How to complete this task: Search the data below, and report every line in which "Phila" occurs.

Entries provided:
>>>>>
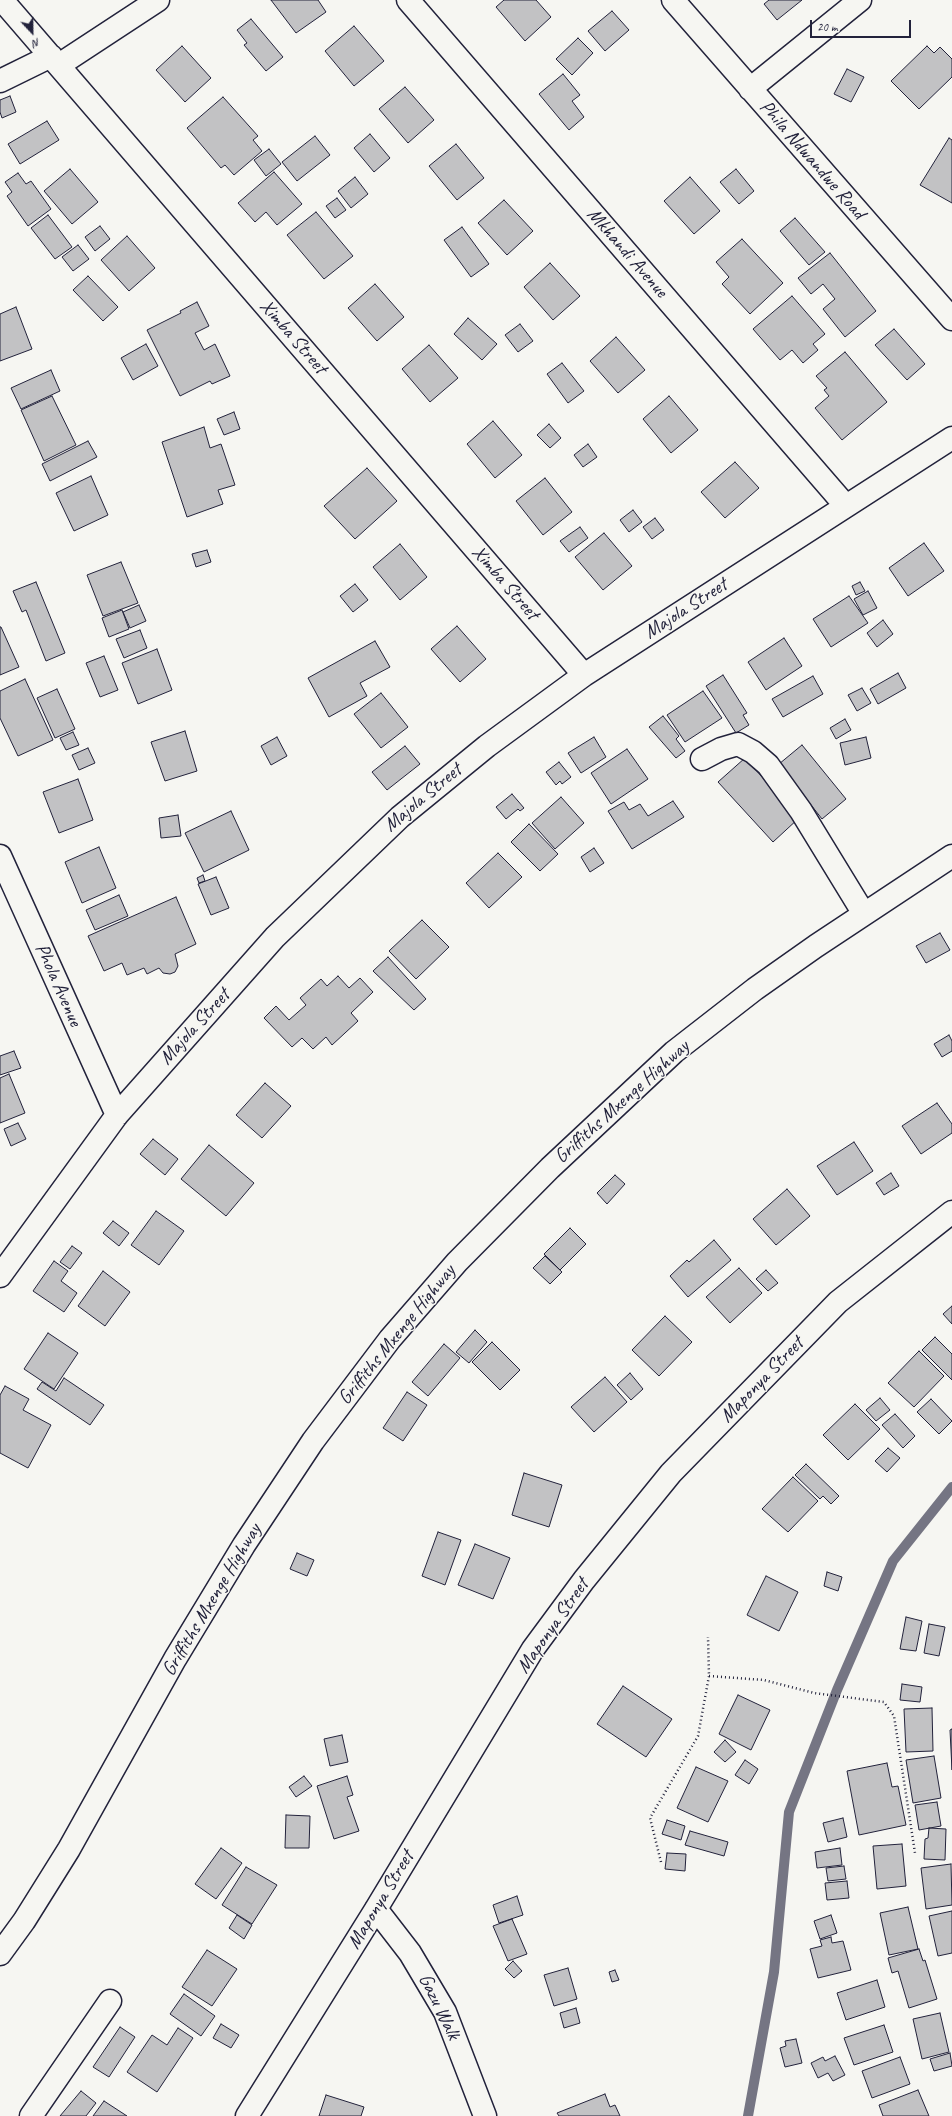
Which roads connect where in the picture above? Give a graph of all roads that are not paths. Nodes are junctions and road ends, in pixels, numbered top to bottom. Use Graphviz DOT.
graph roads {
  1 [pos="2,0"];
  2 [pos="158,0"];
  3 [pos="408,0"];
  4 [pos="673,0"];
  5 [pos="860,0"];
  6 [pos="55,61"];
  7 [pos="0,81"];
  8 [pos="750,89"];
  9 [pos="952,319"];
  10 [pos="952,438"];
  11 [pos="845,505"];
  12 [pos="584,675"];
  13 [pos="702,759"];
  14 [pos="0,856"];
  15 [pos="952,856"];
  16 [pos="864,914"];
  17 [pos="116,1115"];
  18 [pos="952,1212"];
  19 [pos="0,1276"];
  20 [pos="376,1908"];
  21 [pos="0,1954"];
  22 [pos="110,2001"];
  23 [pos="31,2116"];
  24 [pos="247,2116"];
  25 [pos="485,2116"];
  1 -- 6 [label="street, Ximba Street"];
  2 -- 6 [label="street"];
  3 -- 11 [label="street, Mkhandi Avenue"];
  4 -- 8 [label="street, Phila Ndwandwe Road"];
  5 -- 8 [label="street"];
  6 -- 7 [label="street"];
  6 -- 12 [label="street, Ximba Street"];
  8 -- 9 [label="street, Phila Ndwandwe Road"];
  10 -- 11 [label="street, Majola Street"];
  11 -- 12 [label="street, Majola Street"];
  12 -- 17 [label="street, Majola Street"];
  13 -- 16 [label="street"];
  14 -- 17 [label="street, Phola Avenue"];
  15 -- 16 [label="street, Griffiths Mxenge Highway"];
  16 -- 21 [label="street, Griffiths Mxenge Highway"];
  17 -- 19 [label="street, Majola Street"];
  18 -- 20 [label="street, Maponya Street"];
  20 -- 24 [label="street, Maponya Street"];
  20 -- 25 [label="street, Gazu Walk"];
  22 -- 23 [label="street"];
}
<<<<<
Task solution:
  4 -- 8 [label="street, Phila Ndwandwe Road"];
  8 -- 9 [label="street, Phila Ndwandwe Road"];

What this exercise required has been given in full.